Hacker Support

, Alexander Goedde

Crossbar.io was used as the connectivity solution for a hackathon run by Continental, with Tobias and me providing support for the hacking teams.

Hackathons are fun

I like hackathons - the rapid-fire ideation at the beginning, the rush of getting code done, the necessity to reduce things to the bare essentials, the clear focus on short-term delivery of something working. I also like participating as a tutor, where I get to a lot of the excitement without any of the stress.

photo of the hackathon participants, sitting and listening to the initial instructions
The Hackers

This past September I had the opportunity to be part of the second run of the automotive app hackathon by Continental (one of the world's biggest automotive suppliers, not just a tire producer) as a tutor. The first run was at IAA (International Automotive Exhibition) Frankfurt last year, and got attention up to the Continental board level.

In each case Crossbar.io was used to provide the connectivity between the microservices that participants built for their applications, the backend services that Continental provided for use and the frontend running in a demonstrator head unit. I tutored a total of three teams across the two hackathons, and Tobias provided support as a technical expert for all things connectivity.
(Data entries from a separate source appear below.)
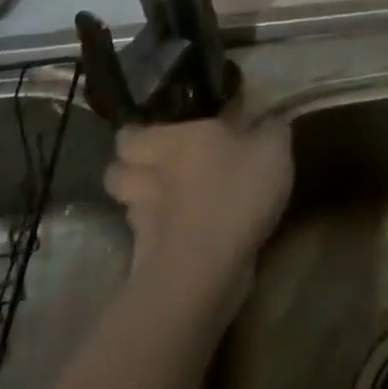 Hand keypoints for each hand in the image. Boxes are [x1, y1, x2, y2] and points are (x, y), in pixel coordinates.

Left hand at [104, 115, 293, 298]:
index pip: (129, 134)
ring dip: (142, 204)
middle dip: (129, 168)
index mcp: (171, 141)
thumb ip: (271, 127)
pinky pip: (146, 243)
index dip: (138, 132)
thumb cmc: (235, 191)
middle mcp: (148, 177)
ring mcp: (143, 222)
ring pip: (129, 207)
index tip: (156, 131)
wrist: (206, 271)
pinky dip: (157, 240)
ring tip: (168, 201)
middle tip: (157, 165)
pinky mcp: (148, 262)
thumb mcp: (272, 148)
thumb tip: (271, 117)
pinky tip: (182, 236)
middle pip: (115, 171) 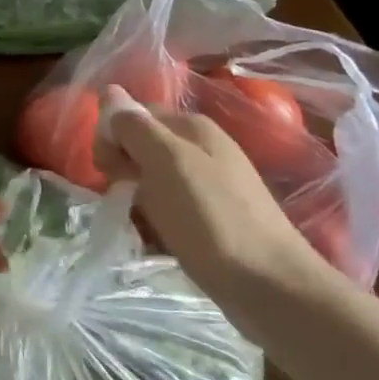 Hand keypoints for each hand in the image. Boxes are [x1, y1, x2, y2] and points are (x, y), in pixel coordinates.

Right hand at [93, 84, 333, 332]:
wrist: (272, 288)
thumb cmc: (213, 219)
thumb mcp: (166, 163)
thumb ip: (135, 127)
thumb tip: (109, 91)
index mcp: (192, 128)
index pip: (133, 115)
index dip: (113, 137)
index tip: (106, 169)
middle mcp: (202, 150)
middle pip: (141, 148)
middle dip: (123, 172)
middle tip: (123, 201)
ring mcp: (209, 187)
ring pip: (151, 183)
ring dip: (136, 203)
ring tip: (138, 228)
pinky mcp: (212, 221)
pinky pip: (169, 212)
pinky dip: (155, 225)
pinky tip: (154, 244) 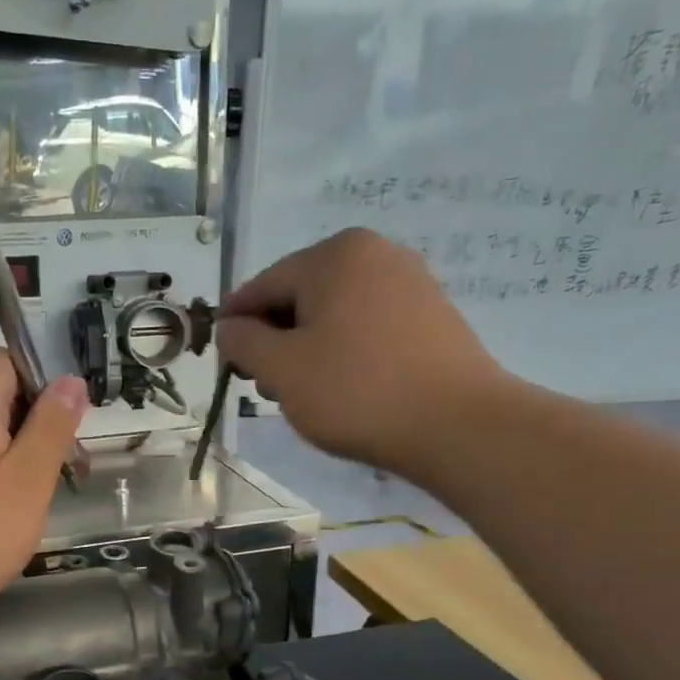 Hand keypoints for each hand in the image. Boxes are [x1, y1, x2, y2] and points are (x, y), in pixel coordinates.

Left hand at [0, 350, 87, 635]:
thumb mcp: (29, 479)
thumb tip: (70, 381)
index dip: (41, 379)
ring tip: (37, 497)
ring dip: (15, 454)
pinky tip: (0, 516)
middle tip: (64, 468)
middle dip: (35, 422)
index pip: (4, 359)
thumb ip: (52, 426)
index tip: (66, 423)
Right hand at [218, 228, 512, 474]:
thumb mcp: (282, 369)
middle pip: (301, 296)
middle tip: (264, 387)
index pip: (264, 285)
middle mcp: (375, 254)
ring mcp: (410, 283)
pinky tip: (342, 388)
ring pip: (334, 314)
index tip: (223, 360)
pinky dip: (343, 352)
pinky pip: (367, 327)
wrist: (456, 425)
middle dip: (275, 340)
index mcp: (334, 255)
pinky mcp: (431, 316)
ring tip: (302, 394)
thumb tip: (229, 327)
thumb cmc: (356, 392)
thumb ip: (244, 342)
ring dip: (307, 349)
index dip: (236, 323) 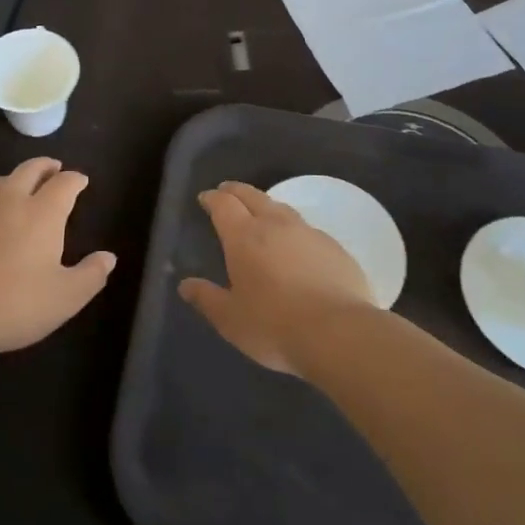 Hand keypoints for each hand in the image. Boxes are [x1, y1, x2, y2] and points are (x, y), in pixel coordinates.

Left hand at [0, 157, 114, 358]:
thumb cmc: (15, 305)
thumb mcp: (65, 298)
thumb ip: (91, 275)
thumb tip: (108, 257)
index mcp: (42, 214)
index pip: (64, 184)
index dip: (75, 179)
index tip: (81, 180)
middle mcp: (10, 202)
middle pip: (30, 170)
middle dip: (45, 166)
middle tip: (54, 168)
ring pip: (0, 183)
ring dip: (16, 180)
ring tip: (22, 188)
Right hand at [179, 181, 376, 374]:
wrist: (339, 333)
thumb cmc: (274, 325)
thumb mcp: (230, 319)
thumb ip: (206, 298)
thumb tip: (185, 285)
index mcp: (244, 237)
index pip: (224, 204)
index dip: (212, 198)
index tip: (205, 198)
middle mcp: (275, 225)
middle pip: (253, 196)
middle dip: (236, 191)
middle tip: (227, 191)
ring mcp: (308, 233)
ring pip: (282, 208)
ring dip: (266, 206)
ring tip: (261, 213)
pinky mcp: (334, 247)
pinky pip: (307, 229)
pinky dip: (294, 230)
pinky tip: (296, 246) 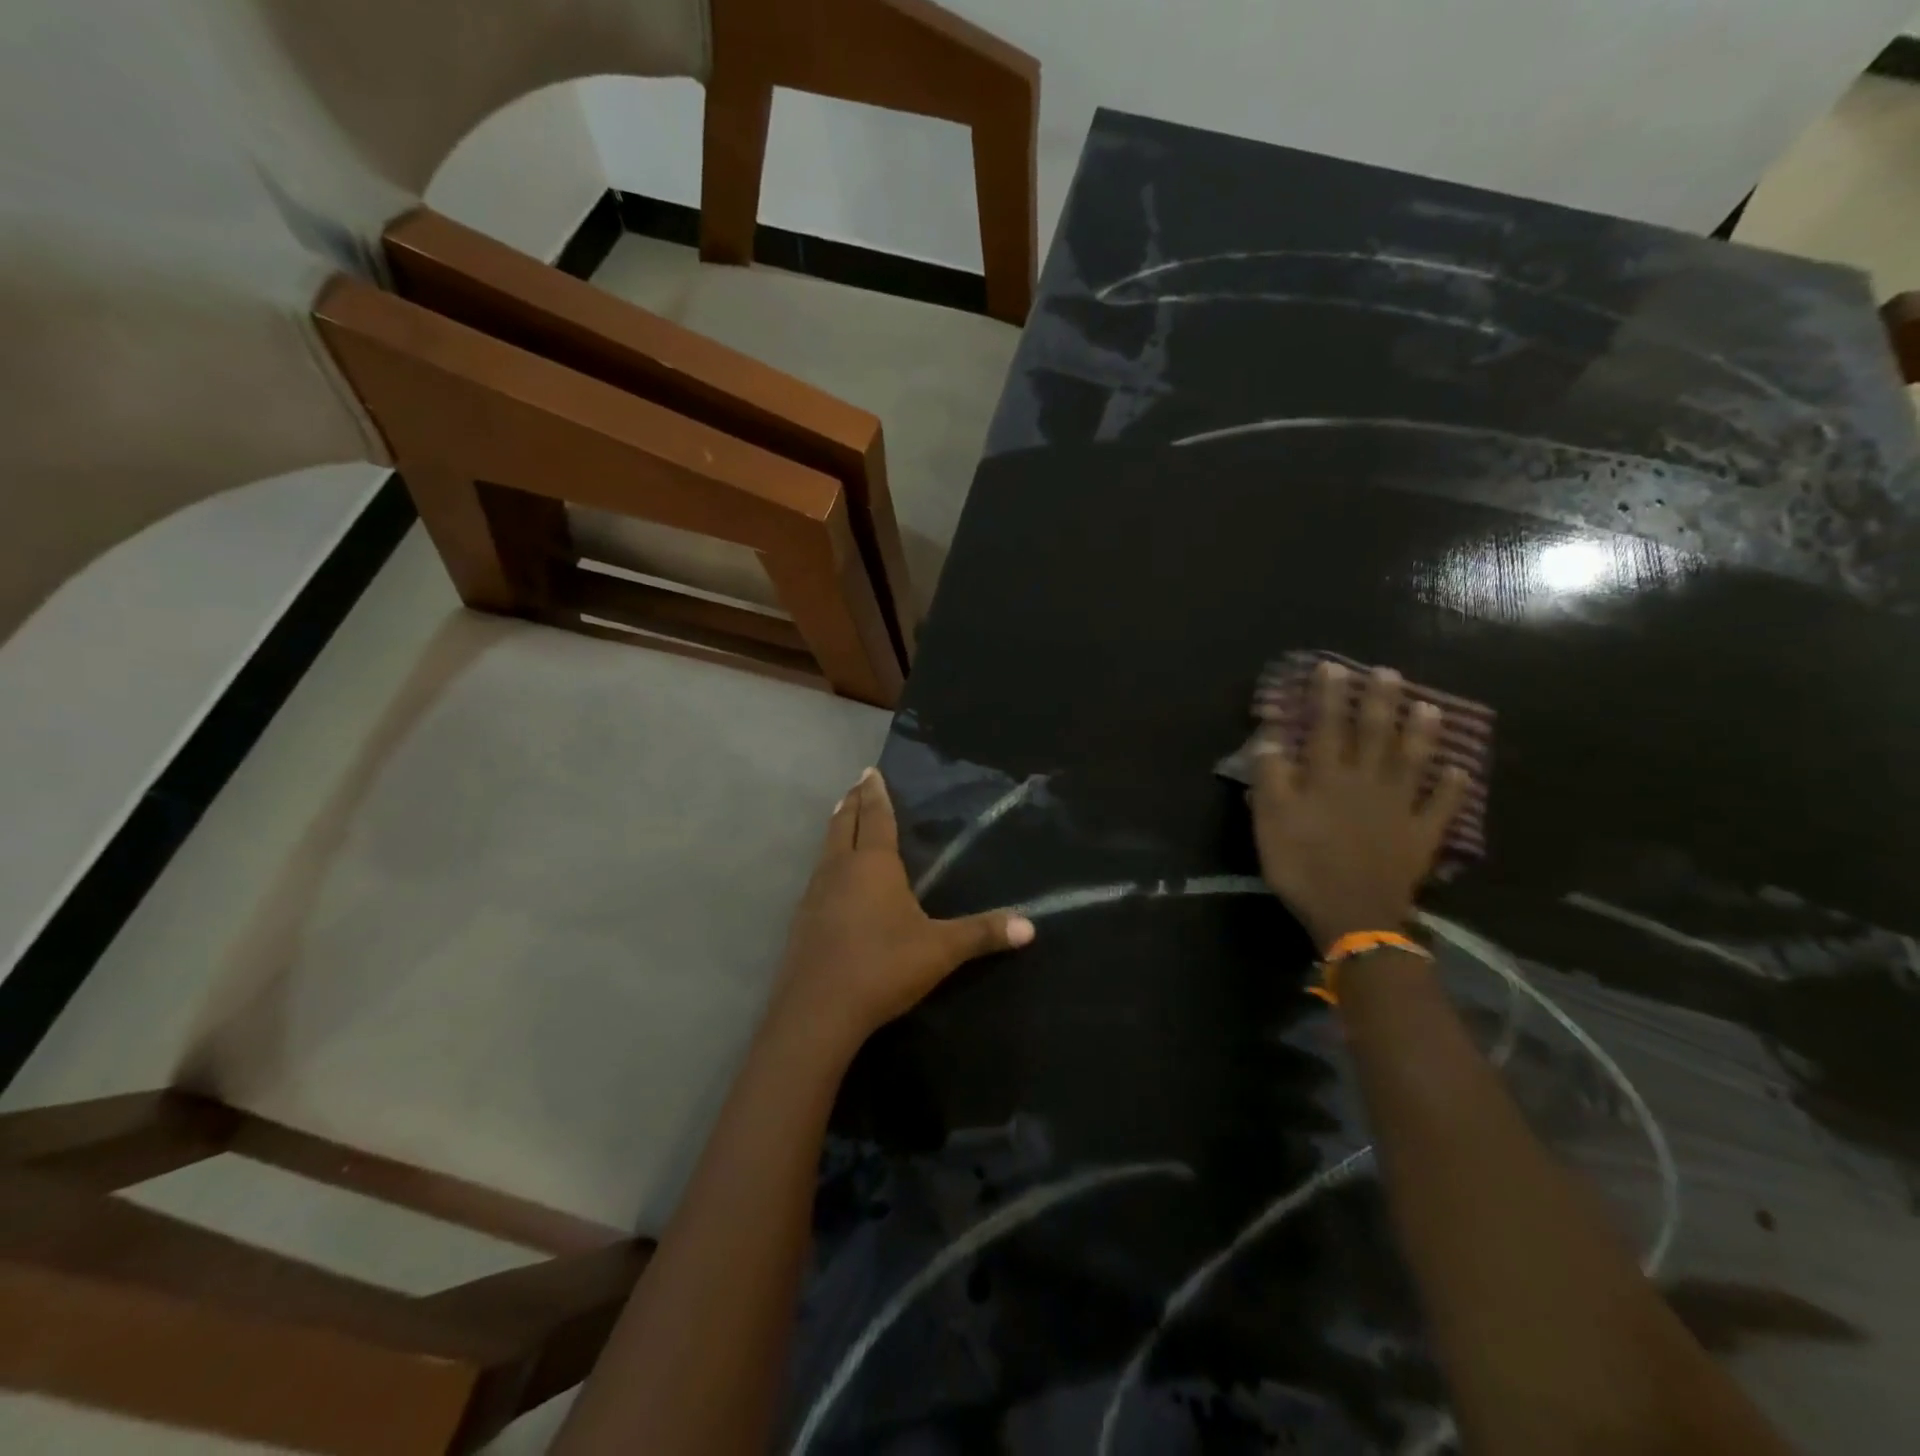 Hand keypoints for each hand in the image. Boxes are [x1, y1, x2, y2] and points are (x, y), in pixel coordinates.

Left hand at [772, 768, 1034, 1050]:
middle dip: (853, 802)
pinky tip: (830, 878)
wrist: (818, 1011)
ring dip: (837, 829)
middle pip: (844, 824)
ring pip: (826, 848)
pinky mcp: (802, 920)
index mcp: (873, 864)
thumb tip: (1030, 926)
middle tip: (857, 784)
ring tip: (843, 818)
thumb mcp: (940, 949)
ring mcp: (815, 893)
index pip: (877, 818)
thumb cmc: (883, 965)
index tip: (871, 771)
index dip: (876, 794)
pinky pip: (817, 876)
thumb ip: (982, 934)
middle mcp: (840, 869)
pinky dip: (826, 862)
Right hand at [1250, 663, 1468, 952]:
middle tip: (1389, 672)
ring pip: (1412, 763)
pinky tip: (1463, 772)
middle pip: (1374, 735)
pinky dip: (1453, 790)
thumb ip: (1271, 776)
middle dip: (1379, 702)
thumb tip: (1269, 737)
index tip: (1331, 667)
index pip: (1326, 727)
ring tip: (1430, 707)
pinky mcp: (1420, 836)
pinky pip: (1440, 808)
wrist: (1351, 914)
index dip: (1328, 697)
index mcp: (1327, 778)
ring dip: (1421, 734)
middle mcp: (1366, 783)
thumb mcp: (1270, 820)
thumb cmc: (1302, 865)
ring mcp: (1399, 808)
The September run took place in Regensburg, close to our office. Here the automotive app challenge was part of a larger set of challenges. All of these ran in parallel across the entirety of a new conference center, the majority in the big hall, and it was fun seeing people drive model cars (finding ways to extend their reach with a fixed amount of energy), finding security issues in (mock) automotive controllers and creating tools for the mobile office.

A great team

It was even more fun working with the team I was assigned to. A large part of tutoring is holding back - nudging the team, being there for their questions, but resisting the urge to just create things which are missing, or correct things you see as mistakes yourself. "My" team made that easy. They were focused from the beginning to the end, a project manager emerged naturally, they distributed tasks efficiently, and they set the right priorities across the board. It was a joy to watch, with the odd bit of giving support. (They also ended up winning as plainly delivering the best overall package.)

photo of team participants sitting at their laptops and coding
"My" team in action

Continental spared no expenses for the event. I was glad for the great catering, ignored the event app (does anybody ever use these things?), and had the space to get away from all the speeches (my tolerance for these seems to drop with age).

Making life better (for drivers)

The challenge itself was to develop a (prototype) app for one of several provided driver personas. The team I tutored chose a student who drives to university, with the lecture halls spread across town.

Since students are always pressed for time, they built an integration between the student's schedule and navigation, with added parking recommendations. Money is also always an issue, so the app also allowed other students to request a pickup on the way.

I thought this was a nice feature set (with the ride-sharing functionality as a stretch goal), and they got a great presentation and prototype UI working during the 36 hours of the challenge. Using Crossbar.io was simple for the participants. After a bit of initial learning curve about basic concepts, most challenges where of the "mistyped URL" type!

image of two speech bubbles containing the phrase 'blah blah blah' done in pencil
Not much of this during the hackathon
image of a car and a ride-sharing passenger encountering each other - done in pencil
Being social just for gas money?

The team mocked services where appropriate, concentrated on the basic mechanics and UI - and gave their presentation without usage of presentation software. You can see some of the hand-drawn cards used above. Something different - and having so few elements for the presentation forced a clearly structured and concise delivery. There's something to be said for going no-tech at times!

Overall a great couple of days - and something I look forward to hopefully doing more next year!